PROMPT » Each line of the entries below that holds "Matagatik" is needed, copied in full.

■ ■ ■ ■ ■ ■ ■

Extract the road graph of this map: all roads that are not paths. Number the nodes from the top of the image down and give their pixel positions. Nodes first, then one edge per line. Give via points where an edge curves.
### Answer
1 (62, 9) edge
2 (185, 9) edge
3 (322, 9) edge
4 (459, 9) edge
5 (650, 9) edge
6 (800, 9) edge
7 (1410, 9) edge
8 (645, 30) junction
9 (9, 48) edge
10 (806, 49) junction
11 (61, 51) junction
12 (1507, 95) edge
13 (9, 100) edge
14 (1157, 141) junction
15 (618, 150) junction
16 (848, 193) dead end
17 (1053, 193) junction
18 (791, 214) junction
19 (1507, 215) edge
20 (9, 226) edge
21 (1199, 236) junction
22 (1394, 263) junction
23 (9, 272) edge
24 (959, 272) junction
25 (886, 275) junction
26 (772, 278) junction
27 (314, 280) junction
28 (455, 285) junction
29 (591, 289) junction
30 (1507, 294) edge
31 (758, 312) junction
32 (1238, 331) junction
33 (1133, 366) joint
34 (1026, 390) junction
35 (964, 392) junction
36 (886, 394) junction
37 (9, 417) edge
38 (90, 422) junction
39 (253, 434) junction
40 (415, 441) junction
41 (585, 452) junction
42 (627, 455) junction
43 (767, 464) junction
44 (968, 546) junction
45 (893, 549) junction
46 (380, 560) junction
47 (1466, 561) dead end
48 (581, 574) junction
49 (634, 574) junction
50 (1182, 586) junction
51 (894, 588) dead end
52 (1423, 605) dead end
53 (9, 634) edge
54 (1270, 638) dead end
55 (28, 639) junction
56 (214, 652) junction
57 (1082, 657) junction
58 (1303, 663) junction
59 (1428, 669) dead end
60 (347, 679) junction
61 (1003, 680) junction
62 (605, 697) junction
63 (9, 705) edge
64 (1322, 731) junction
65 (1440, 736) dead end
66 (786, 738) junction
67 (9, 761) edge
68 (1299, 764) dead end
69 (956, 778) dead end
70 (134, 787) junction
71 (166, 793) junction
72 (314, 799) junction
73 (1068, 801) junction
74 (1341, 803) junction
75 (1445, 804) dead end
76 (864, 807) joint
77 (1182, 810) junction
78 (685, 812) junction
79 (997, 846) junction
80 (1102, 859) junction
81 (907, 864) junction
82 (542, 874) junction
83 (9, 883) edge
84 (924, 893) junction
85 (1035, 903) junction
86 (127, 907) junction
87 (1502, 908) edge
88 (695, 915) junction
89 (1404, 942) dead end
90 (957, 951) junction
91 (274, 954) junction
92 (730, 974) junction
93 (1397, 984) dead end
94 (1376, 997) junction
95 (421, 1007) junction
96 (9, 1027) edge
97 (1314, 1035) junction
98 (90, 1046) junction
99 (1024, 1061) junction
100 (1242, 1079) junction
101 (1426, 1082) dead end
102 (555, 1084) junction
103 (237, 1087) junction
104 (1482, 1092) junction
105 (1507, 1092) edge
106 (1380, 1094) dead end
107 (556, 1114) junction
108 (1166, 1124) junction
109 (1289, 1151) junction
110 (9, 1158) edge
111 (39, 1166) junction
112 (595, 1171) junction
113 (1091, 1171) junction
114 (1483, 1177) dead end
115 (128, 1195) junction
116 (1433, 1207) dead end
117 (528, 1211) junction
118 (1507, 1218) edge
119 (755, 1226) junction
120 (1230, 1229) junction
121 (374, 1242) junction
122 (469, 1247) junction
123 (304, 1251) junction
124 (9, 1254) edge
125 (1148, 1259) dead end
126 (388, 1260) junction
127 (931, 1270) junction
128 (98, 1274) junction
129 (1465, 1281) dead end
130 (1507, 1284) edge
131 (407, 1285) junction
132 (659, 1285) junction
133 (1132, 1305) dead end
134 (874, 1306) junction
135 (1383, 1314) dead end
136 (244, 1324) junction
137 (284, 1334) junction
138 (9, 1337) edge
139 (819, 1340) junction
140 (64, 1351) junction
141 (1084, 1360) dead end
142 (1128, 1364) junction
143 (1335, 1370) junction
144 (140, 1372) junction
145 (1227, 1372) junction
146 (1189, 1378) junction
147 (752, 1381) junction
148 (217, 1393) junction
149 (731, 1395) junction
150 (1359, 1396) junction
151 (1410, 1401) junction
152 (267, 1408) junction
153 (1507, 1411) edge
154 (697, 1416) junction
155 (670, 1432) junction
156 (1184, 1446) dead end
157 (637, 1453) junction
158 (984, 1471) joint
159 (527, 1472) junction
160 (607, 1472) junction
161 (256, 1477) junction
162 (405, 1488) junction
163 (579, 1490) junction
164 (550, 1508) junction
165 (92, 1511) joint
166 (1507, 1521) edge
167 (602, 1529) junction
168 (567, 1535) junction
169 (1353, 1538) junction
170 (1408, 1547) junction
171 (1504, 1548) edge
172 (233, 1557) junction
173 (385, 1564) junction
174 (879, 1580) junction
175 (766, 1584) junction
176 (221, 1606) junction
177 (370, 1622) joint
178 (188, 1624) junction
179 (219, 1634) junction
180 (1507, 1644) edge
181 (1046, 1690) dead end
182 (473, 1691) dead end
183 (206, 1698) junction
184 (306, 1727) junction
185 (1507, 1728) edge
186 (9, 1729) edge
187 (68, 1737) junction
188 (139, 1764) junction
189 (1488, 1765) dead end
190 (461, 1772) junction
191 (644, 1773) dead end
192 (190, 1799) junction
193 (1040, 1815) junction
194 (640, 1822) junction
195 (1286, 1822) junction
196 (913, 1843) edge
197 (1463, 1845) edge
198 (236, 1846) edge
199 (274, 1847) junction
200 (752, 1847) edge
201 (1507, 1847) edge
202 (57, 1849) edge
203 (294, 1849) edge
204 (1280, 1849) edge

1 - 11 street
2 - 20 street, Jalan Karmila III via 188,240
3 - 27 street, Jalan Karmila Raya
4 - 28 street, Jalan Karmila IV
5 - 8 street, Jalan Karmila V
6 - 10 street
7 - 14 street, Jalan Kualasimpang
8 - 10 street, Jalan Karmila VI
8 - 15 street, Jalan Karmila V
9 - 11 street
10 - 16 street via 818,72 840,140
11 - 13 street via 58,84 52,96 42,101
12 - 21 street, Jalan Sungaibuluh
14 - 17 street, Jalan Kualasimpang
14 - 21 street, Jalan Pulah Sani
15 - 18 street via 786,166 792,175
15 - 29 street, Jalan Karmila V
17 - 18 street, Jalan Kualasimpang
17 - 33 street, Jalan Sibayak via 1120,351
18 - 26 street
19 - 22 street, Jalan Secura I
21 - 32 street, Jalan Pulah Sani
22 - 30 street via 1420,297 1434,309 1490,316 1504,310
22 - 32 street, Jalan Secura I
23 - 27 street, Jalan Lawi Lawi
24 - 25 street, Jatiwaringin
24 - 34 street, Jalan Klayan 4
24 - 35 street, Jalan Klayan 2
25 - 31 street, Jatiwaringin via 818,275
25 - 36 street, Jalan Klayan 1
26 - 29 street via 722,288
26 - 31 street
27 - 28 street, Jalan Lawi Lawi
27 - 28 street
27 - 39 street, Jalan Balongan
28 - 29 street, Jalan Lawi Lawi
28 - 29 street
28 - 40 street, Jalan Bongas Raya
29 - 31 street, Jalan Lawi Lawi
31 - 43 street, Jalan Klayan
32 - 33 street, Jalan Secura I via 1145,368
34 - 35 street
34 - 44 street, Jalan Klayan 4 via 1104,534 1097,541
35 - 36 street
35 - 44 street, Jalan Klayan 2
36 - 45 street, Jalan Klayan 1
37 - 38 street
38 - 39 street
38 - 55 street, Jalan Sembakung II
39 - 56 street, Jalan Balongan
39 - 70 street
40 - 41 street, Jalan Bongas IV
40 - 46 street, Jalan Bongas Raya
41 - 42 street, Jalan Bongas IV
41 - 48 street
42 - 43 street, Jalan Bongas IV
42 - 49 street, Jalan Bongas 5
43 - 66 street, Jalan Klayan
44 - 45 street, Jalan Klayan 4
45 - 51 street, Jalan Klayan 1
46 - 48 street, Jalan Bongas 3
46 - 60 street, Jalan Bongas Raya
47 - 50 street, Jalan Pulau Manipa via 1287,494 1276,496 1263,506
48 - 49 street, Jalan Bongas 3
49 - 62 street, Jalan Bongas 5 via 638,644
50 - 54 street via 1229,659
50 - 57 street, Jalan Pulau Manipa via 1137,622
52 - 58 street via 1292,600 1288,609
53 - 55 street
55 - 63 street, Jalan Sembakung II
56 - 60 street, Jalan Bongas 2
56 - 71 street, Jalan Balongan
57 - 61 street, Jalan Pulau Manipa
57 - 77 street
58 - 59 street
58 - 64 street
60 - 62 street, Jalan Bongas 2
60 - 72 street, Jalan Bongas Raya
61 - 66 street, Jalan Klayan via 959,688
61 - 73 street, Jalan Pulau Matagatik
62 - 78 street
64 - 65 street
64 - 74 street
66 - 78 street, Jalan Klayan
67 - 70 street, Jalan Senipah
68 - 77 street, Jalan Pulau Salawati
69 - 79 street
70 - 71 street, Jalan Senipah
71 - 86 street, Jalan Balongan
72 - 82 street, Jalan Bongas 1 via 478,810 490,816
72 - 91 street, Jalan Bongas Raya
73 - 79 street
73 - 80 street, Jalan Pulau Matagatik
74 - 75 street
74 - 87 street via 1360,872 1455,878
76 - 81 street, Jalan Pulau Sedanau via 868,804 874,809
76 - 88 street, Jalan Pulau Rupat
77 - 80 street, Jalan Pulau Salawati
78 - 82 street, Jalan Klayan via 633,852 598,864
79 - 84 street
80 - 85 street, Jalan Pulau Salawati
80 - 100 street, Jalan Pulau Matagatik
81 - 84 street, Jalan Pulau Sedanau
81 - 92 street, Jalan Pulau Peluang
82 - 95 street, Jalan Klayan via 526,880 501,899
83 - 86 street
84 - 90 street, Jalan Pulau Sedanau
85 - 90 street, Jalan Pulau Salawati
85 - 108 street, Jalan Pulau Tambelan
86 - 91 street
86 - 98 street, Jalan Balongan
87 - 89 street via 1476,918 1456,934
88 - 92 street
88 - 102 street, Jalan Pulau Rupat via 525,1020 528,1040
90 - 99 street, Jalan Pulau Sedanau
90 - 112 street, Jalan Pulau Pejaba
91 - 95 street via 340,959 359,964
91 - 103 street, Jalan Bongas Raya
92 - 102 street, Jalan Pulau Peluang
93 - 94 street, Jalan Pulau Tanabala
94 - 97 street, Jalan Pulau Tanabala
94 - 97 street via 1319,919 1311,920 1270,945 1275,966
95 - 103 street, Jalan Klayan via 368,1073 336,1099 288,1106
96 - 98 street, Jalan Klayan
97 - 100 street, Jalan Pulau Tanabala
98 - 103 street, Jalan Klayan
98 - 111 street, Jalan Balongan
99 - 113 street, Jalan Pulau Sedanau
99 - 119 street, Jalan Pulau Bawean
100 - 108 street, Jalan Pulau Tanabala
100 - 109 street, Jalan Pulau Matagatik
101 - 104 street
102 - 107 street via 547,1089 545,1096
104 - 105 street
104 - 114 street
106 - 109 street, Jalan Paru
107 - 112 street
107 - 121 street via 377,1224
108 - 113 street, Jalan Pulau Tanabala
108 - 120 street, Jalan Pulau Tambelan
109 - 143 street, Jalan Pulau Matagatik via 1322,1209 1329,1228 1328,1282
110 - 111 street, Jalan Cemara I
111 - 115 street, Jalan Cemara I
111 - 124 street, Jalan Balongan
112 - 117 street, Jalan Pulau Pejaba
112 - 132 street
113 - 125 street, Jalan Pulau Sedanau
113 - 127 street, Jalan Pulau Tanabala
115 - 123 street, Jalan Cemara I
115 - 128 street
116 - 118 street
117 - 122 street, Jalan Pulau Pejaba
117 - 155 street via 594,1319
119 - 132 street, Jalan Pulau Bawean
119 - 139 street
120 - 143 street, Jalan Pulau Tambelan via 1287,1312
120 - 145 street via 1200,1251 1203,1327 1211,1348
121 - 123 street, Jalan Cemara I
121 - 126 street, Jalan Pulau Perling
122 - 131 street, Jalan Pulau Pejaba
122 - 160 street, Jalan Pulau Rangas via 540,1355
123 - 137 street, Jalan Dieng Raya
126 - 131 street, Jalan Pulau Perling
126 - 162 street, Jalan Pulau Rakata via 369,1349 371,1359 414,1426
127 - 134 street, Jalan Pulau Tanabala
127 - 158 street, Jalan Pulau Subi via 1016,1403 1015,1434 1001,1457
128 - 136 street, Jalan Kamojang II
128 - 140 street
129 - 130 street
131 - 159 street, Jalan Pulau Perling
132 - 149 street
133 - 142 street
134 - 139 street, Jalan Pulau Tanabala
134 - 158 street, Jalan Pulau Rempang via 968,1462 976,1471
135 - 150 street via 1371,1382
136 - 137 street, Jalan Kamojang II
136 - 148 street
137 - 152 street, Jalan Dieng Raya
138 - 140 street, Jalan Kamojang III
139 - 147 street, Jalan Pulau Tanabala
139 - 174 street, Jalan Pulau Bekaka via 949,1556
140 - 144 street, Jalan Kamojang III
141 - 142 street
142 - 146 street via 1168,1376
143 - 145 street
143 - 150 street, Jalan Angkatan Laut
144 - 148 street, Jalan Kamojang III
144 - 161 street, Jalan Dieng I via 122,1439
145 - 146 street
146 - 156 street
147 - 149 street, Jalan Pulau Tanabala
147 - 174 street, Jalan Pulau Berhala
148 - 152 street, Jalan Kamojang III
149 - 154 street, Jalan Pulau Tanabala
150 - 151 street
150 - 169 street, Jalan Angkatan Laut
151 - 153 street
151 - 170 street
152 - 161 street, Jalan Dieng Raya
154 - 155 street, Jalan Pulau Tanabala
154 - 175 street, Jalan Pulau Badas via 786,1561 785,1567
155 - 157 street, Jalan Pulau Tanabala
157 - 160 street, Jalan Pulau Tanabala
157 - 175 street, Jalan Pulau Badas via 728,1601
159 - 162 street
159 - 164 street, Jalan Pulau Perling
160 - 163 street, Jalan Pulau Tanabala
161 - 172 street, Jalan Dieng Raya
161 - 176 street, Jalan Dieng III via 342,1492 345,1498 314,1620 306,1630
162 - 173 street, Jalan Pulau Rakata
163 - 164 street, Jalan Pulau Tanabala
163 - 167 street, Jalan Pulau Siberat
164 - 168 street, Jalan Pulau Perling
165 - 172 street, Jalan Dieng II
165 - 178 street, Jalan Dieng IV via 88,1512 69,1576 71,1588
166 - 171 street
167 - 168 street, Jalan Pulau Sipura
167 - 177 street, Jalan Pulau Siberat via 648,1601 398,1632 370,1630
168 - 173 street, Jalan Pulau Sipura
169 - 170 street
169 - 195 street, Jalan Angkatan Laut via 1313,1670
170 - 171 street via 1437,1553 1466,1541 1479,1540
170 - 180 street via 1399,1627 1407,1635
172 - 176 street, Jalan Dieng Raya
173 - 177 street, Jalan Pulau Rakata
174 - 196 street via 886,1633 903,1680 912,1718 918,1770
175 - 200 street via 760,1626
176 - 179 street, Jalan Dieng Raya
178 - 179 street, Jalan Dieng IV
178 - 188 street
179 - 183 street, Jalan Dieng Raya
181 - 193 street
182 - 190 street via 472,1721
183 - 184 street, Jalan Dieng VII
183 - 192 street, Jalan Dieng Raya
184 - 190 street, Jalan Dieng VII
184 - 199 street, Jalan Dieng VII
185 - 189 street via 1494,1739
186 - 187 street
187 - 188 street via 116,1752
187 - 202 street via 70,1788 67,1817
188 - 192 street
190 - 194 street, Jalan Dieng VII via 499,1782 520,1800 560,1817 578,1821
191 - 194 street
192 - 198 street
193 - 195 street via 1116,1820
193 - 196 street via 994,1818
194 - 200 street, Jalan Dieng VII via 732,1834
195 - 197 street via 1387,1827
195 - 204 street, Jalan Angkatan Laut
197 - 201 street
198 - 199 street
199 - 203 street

■ ■ ■ ■ ■ ■ ■

TASK OUTPUT »
61 - 73 street, Jalan Pulau Matagatik
73 - 80 street, Jalan Pulau Matagatik
80 - 100 street, Jalan Pulau Matagatik
100 - 109 street, Jalan Pulau Matagatik
109 - 143 street, Jalan Pulau Matagatik via 1322,1209 1329,1228 1328,1282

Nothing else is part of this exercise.